Knowing which opinions create the best answers can be subjective.  Today too many public conversations are dominated by loud voices that drown out other voices and loudness should not be equated with best.  Media can be a fog-horn – loud and blaring.  We are equally troubled with strong expressions of self-interest.  Those whose interests are threatened or ignored add to the cacophony of voices and noise.  A democratic process fundamentally is noisy.  As I have written in the past, Occam provides us with a tool for paring possible answers to the best answer.   Occam tells us to maintain the heart of the objective, its simplest expression, as the only objective to be achieved.  High ground is the simplest, most ethical, just-for-all response to the question.

Another writer, Sun Tzu, teaches us in The Art of War, to find and stake out the high ground.  He says the high ground allows a leader the strategic view of all that surrounds him.  He recognizes the low ground and its limitations for seeing all possibilities and for successful advancement against an elevated and often-obscured goal.  The analogy of the high ground translates from a military advantage of higher terrain to finding the highest ideals in a multi-opinioned syllogism leading to a best resolution of a question.  When all things are not equal, we should always seek the high ground.

Many claim they are on the high ground and often do so without examining where they stand.  It is as if the first person to claim a superior position is superior by default.  Not so.  The high ground is not where you stand but what you stand for.

Words help us understand the concept of high ground and I favor one word in particular – transcendent.  To transcend means to rise above or go beyond, to overcome adversity, and triumph over the negative.  Transcendence formulates an “ideal” that describes the “best” for all concerned and then works to make it “real”.  Taking the high ground is to not accept the usual or possible lesser outcomes.  Instead, taking is and strive for better and then best.  To be on the high ground is to have a better argument, one that overcomes negative and destructive comments.  A transcendent statement or belief shuts down opposition because it cuts to the heart of the matter and sheds prejudice, self-interest, and malice .  It is hard to argue against an ideal without painting oneself into the corner of one’s bias.

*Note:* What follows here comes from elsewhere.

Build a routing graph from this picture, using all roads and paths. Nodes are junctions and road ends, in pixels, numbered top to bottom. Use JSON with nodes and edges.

Public education contains many solid high ground positions.  In each, there is an aspiration for transcending what has been to what needs to be in order for the ideals of public education to live.  Equitable access.  Equal opportunity.  Just and fair treatment.  Free.  Diversity of opinion.  High standards.  Many chances.  Individual potential.  Universal literacy.  Each is an ideal we build practices to attain.

In every instance when education has moved to higher ground it has been the result of individuals and groups of people who have made aspirational arguments and pointed the way upward.  As an institution, public education tends to rest at a status quo – institutions are only what they are required to be. 

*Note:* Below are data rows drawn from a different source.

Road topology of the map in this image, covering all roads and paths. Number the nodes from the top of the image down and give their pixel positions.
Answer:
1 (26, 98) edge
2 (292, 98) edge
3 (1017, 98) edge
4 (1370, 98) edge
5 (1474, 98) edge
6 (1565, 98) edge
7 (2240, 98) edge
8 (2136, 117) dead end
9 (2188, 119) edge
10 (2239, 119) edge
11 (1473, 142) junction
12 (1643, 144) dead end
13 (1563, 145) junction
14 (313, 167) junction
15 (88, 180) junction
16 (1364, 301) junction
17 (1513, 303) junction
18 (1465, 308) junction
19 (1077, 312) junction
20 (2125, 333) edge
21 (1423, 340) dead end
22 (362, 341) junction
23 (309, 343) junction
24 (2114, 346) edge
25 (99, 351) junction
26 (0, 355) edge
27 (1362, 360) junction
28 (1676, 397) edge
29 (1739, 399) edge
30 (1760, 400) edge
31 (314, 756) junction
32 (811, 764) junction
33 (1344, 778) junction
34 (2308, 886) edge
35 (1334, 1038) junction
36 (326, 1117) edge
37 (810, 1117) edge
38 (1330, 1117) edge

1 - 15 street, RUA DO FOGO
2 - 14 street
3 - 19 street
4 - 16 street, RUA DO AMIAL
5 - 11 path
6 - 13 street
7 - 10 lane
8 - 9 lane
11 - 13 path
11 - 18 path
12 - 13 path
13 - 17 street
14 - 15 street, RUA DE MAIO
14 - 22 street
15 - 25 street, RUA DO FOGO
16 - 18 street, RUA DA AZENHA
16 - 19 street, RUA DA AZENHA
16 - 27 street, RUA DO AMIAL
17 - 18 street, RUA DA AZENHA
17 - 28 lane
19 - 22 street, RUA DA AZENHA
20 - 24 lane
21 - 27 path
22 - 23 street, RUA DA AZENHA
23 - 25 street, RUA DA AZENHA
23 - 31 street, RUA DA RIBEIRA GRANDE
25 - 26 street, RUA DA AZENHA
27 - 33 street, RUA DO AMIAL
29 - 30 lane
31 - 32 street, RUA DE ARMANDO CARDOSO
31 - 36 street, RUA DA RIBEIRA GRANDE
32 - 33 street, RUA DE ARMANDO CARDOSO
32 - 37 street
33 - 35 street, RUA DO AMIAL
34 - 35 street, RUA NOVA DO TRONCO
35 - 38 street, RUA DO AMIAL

Schools, as expressions of their communities, have not always sought the high ground.  Often the judicial system of government has helped schools transcend lower ground practices regarding race, gender, poverty, and special education.  Even with legal decrees, it still takes local initiative to move an institution to higher ground.  Aspirational people are needed to hold an institution’s feet to the fire of doing what is right.

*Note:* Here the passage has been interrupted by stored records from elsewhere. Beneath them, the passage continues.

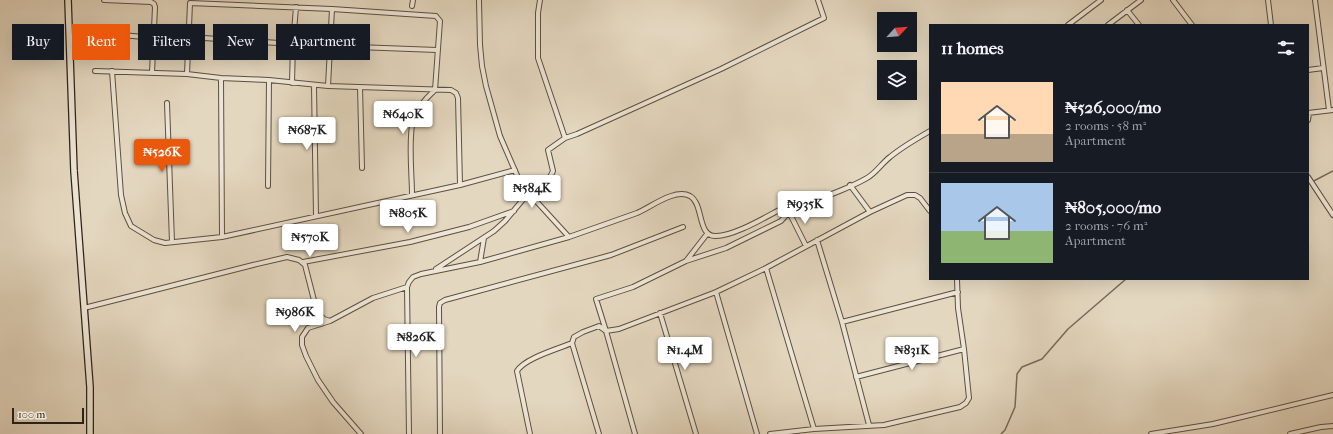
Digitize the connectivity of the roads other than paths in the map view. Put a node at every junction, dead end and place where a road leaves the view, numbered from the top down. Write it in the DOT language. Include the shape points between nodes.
graph roads {
  1 [pos="68,0"];
  2 [pos="104,0"];
  3 [pos="413,0"];
  4 [pos="479,0"];
  5 [pos="540,0"];
  6 [pos="818,0"];
  7 [pos="1101,0"];
  8 [pos="1141,0"];
  9 [pos="1173,0"];
  10 [pos="1268,0"];
  11 [pos="1315,0"];
  12 [pos="412,6"];
  13 [pos="296,7"];
  14 [pos="332,9"];
  15 [pos="1127,10"];
  16 [pos="154,24"];
  17 [pos="189,24"];
  18 [pos="295,24"];
  19 [pos="331,24"];
  20 [pos="1069,24"];
  21 [pos="1109,24"];
  22 [pos="1138,24"];
  23 [pos="1191,24"];
  24 [pos="1271,24"];
  25 [pos="205,38"];
  26 [pos="276,43"];
  27 [pos="370,47"];
  28 [pos="438,50"];
  29 [pos="153,60"];
  30 [pos="188,60"];
  31 [pos="293,60"];
  32 [pos="329,60"];
  33 [pos="1323,68"];
  34 [pos="1309,70"];
  35 [pos="96,71"];
  36 [pos="112,71"];
  37 [pos="152,73"];
  38 [pos="187,74"];
  39 [pos="221,78"];
  40 [pos="269,80"];
  41 [pos="292,83"];
  42 [pos="314,84"];
  43 [pos="328,86"];
  44 [pos="360,87"];
  45 [pos="434,90"];
  46 [pos="167,103"];
  47 [pos="1331,110"];
  48 [pos="1309,113"];
  49 [pos="929,132"];
  50 [pos="565,138"];
  51 [pos="362,168"];
  52 [pos="515,170"];
  53 [pos="1309,179"];
  54 [pos="460,185"];
  55 [pos="850,185"];
  56 [pos="268,186"];
  57 [pos="412,195"];
  58 [pos="526,196"];
  59 [pos="792,204"];
  60 [pos="514,210"];
  61 [pos="929,210"];
  62 [pos="789,212"];
  63 [pos="870,212"];
  64 [pos="1333,215"];
  65 [pos="316,216"];
  66 [pos="683,227"];
  67 [pos="707,234"];
  68 [pos="222,237"];
  69 [pos="569,237"];
  70 [pos="484,238"];
  71 [pos="817,240"];
  72 [pos="172,242"];
  73 [pos="806,246"];
  74 [pos="686,261"];
  75 [pos="303,262"];
  76 [pos="480,262"];
  77 [pos="766,268"];
  78 [pos="434,270"];
  79 [pos="957,280"];
  80 [pos="407,287"];
  81 [pos="716,292"];
  82 [pos="958,292"];
  83 [pos="84,308"];
  84 [pos="660,313"];
  85 [pos="330,321"];
  86 [pos="842,322"];
  87 [pos="606,331"];
  88 [pos="572,343"];
  89 [pos="964,349"];
  90 [pos="856,377"];
  91 [pos="1333,395"];
  92 [pos="869,425"];
  93 [pos="1333,426"];
  94 [pos="836,428"];
  95 [pos="814,429"];
  96 [pos="90,434"];
  97 [pos="361,434"];
  98 [pos="409,434"];
  99 [pos="440,434"];
  100 [pos="530,434"];
  101 [pos="599,434"];
  102 [pos="635,434"];
  103 [pos="696,434"];
  104 [pos="757,434"];
  105 [pos="770,434"];
  106 [pos="838,434"];
  107 [pos="1151,434"];
  108 [pos="1290,434"];
  1 -- 83 [label="main road" via="74,171"];
  2 -- 16 [label="street" via="151,2 155,7"];
  3 -- 12 [label="street"];
  4 -- 52 [label="street" via="480,45 486,86 500,136"];
  5 -- 50 [label="street" via="538,58"];
  6 -- 50 [label="street" via="824,18 722,69"];
  7 -- 20 [label="street"];
  8 -- 15 [label="street"];
  9 -- 23 [label="street"];
  10 -- 24 [label="street"];
  11 -- 33 [label="street"];
  13 -- 14 [label="street"];
  13 -- 17 [label="street" via="190,2"];
  13 -- 18 [label="street"];
  14 -- 19 [label="street"];
  14 -- 28 [label="street" via="436,16 440,21"];
  15 -- 21 [label="street"];
  15 -- 22 [label="street"];
  25 -- 26 [label="street"];
  27 -- 28 [label="street"];
  28 -- 45 [label="street"];
  29 -- 37 [label="street"];
  30 -- 38 [label="street"];
  31 -- 41 [label="street"];
  32 -- 43 [label="street"];
  33 -- 34 [label="street"];
  33 -- 47 [label="street"];
  35 -- 36 [label="street"];
  36 -- 37 [label="street"];
  36 -- 72 [label="street" via="121,195 125,213 131,226 138,231 154,240"];
  37 -- 38 [label="street"];
  38 -- 39 [label="street"];
  39 -- 40 [label="street"];
  39 -- 68 [label="street"];
  40 -- 41 [label="street"];
  40 -- 56 [label="street"];
  41 -- 42 [label="street"];
  42 -- 43 [label="street"];
  42 -- 65 [label="street"];
  43 -- 44 [label="street"];
  44 -- 45 [label="street"];
  44 -- 51 [label="street"];
  45 -- 54 [label="street" via="451,90 458,98"];
  45 -- 57 [label="street" via="426,98 414,119 411,133"];
  46 -- 72 [label="street"];
  47 -- 48 [label="street"];
  49 -- 55 [label="street" via="897,151 868,177"];
  50 -- 58 [label="street" via="548,150 553,171 546,185"];
  52 -- 54 [label="street"];
  52 -- 58 [label="street"];
  53 -- 64 [label="street"];
  54 -- 57 [label="street"];
  55 -- 59 [label="street" via="814,200"];
  55 -- 63 [label="street"];
  57 -- 65 [label="street"];
  58 -- 60 [label="street"];
  58 -- 69 [label="street" via="537,202"];
  59 -- 62 [label="street"];
  59 -- 67 [label="street" via="730,234"];
  60 -- 70 [label="street"];
  60 -- 75 [label="street" via="417,240"];
  61 -- 63 [label="street" via="920,198 907,195"];
  62 -- 73 [label="street"];
  62 -- 74 [label="street" via="770,227 726,248"];
  63 -- 71 [label="street"];
  65 -- 68 [label="street"];
  66 -- 99 [label="street" via="611,254 440,303"];
  67 -- 69 [label="street" via="696,202 684,194 656,202 637,213"];
  67 -- 74 [label="street"];
  68 -- 72 [label="street"];
  69 -- 76 [label="street"];
  70 -- 76 [label="street"];
  70 -- 78 [label="street"];
  71 -- 73 [label="street"];
  71 -- 86 [label="street"];
  73 -- 77 [label="street"];
  74 -- 87 [label="street" via="633,287 596,299"];
  75 -- 83 [label="street" via="287,257"];
  75 -- 85 [label="street" via="316,308 324,319"];
  76 -- 78 [label="street"];
  77 -- 81 [label="street"];
  77 -- 95 [label="street"];
  78 -- 80 [label="street" via="413,277"];
  79 -- 82 [label="street"];
  80 -- 85 [label="street" via="373,298"];
  80 -- 98 [label="street"];
  81 -- 84 [label="street"];
  81 -- 104 [label="street"];
  82 -- 86 [label="street"];
  82 -- 89 [label="street"];
  83 -- 96 [label="main road" via="90,387"];
  84 -- 87 [label="street"];
  84 -- 103 [label="street"];
  85 -- 97 [label="street" via="308,328 302,337 302,345 318,380"];
  86 -- 90 [label="street"];
  87 -- 88 [label="street" via="599,326 574,337"];
  87 -- 102 [label="street"];
  88 -- 100 [label="street" via="527,361 517,371"];
  88 -- 101 [label="street"];
  89 -- 90 [label="street"];
  89 -- 92 [label="street" via="969,398 966,403 960,407"];
  90 -- 92 [label="street"];
  91 -- 107 [label="street" via="1213,424"];
  92 -- 94 [label="street"];
  93 -- 108 [label="street"];
  94 -- 95 [label="street"];
  94 -- 106 [label="street"];
  95 -- 105 [label="street"];
}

There are inherent problems with taking the high ground.  The high ground becomes personalized.  Those who claim it, assume a superior status over others.  The high ground becomes moralized.  Those who claim it assume a moral superiority over others.  It becomes possessive.  Those who claim the high ground want to personally own it and fight, often wrongfully, to retain it.  There is an assumption that the high ground is reality – it is not.  The high is an ideal to be striven for.

The power of a high ground position is when more and more people take a stand for it.  Some may think that the gravity of numbers defeats high ground.  Additional people necessitate compromise and compromise dissolves the clarity of high ground.  Too many people weigh down and flatten the argument.  Too many people look like a crowd and crowds do not comport with our conception of high ground.

To the contrary, when more people want to affirm a high ground ideal, they create a new standard for better practices.  This new standard becomes the base from an even high ground ideal can be postulated.  The higher the number of people who affirm a high ground ideal, the more likely higher ground can rise to new heights.

My lawyer-friend says, “affirm a high ground ideal and then move over so others can join”.